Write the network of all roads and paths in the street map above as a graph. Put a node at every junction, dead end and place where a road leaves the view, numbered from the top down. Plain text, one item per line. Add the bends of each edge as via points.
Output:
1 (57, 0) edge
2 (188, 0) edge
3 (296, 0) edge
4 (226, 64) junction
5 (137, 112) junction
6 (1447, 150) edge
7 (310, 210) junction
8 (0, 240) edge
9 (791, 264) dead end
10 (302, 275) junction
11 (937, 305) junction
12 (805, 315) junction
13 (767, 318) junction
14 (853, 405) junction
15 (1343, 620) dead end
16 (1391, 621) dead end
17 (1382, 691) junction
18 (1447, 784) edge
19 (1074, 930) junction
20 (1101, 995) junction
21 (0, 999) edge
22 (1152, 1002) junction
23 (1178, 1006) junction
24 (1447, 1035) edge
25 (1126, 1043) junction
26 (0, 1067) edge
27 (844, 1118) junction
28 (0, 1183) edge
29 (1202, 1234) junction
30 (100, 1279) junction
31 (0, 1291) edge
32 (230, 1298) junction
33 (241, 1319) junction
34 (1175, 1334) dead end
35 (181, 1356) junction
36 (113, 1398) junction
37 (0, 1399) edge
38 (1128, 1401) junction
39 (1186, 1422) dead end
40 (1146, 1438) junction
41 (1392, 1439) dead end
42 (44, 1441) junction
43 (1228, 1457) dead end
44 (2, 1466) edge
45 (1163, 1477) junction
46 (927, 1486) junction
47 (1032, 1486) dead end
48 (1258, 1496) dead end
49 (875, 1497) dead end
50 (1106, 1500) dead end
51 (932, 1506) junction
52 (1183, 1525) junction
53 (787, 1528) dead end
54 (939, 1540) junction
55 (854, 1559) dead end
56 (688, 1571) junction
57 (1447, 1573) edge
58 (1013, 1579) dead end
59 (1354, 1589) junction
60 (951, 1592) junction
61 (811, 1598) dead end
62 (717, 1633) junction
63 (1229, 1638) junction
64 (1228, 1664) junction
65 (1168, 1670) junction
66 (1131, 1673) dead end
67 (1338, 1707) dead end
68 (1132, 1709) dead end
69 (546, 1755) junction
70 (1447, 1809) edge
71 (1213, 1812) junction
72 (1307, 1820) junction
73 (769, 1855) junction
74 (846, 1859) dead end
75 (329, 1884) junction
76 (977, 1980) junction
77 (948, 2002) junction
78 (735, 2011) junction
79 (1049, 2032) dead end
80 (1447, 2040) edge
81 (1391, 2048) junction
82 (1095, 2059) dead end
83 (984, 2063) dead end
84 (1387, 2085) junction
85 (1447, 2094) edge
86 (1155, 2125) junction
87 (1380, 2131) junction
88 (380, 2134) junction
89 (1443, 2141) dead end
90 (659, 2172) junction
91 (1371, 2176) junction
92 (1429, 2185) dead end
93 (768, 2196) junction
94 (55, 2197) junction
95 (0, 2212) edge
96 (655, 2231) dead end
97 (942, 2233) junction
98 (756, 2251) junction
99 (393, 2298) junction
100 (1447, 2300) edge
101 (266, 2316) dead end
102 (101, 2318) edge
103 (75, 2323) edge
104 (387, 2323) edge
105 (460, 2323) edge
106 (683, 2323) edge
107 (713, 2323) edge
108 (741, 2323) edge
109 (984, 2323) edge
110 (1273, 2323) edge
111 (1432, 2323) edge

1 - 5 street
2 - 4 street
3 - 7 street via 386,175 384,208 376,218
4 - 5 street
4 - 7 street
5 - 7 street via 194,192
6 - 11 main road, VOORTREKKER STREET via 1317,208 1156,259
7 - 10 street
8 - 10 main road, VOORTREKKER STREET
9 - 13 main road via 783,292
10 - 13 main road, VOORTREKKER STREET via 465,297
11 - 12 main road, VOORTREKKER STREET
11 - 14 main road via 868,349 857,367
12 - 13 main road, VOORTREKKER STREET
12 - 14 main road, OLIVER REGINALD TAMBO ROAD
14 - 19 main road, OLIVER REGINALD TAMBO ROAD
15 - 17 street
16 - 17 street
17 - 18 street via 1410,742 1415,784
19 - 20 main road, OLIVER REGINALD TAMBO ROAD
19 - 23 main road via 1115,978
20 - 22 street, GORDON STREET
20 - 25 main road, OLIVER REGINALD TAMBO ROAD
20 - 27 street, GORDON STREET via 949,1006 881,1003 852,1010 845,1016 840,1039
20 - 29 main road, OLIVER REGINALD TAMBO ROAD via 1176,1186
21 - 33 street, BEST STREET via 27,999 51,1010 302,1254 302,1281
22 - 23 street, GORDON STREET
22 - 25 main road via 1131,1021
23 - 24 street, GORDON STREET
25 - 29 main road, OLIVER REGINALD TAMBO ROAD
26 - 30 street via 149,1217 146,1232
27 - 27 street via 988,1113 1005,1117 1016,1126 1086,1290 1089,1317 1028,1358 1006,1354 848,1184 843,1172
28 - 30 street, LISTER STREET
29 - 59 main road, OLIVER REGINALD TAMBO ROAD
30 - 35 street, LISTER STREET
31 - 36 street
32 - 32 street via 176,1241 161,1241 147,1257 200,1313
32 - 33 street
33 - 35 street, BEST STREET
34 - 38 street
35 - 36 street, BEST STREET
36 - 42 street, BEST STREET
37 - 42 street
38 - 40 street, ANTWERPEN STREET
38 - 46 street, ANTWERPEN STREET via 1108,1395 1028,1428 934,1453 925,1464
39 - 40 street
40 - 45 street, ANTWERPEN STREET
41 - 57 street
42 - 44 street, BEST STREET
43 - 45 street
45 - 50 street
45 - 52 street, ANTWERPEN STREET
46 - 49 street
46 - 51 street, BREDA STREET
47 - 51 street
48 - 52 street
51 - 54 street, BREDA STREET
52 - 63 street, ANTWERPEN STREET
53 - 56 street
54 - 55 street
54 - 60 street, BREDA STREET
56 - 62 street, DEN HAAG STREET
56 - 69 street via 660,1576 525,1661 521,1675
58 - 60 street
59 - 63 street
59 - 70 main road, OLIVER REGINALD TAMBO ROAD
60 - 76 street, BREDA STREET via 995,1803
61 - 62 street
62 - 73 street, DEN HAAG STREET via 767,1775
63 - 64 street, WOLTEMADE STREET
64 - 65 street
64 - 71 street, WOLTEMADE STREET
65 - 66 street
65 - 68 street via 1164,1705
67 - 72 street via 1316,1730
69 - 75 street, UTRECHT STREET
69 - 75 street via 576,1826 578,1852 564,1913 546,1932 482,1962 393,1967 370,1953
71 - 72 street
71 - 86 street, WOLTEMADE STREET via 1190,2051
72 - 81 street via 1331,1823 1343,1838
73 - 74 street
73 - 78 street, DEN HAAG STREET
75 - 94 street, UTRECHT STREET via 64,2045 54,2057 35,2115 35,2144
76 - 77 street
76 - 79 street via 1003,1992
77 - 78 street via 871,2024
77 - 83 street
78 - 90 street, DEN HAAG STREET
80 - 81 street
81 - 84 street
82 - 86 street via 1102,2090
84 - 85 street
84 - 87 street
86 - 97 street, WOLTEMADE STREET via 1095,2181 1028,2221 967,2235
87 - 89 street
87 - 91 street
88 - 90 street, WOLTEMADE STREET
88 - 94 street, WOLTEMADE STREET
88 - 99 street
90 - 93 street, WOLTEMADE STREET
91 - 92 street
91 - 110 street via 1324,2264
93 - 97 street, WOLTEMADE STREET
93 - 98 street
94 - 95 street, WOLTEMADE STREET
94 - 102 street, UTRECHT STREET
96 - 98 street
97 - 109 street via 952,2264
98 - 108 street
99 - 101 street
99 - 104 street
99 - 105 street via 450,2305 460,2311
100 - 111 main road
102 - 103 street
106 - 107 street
========================================================================
# [TASK ITEM]
Out of the preceding entries, pull every line containing the string "TAMBO".

# [SOLVED PROBLEM]
12 - 14 main road, OLIVER REGINALD TAMBO ROAD
14 - 19 main road, OLIVER REGINALD TAMBO ROAD
19 - 20 main road, OLIVER REGINALD TAMBO ROAD
20 - 25 main road, OLIVER REGINALD TAMBO ROAD
20 - 29 main road, OLIVER REGINALD TAMBO ROAD via 1176,1186
25 - 29 main road, OLIVER REGINALD TAMBO ROAD
29 - 59 main road, OLIVER REGINALD TAMBO ROAD
59 - 70 main road, OLIVER REGINALD TAMBO ROAD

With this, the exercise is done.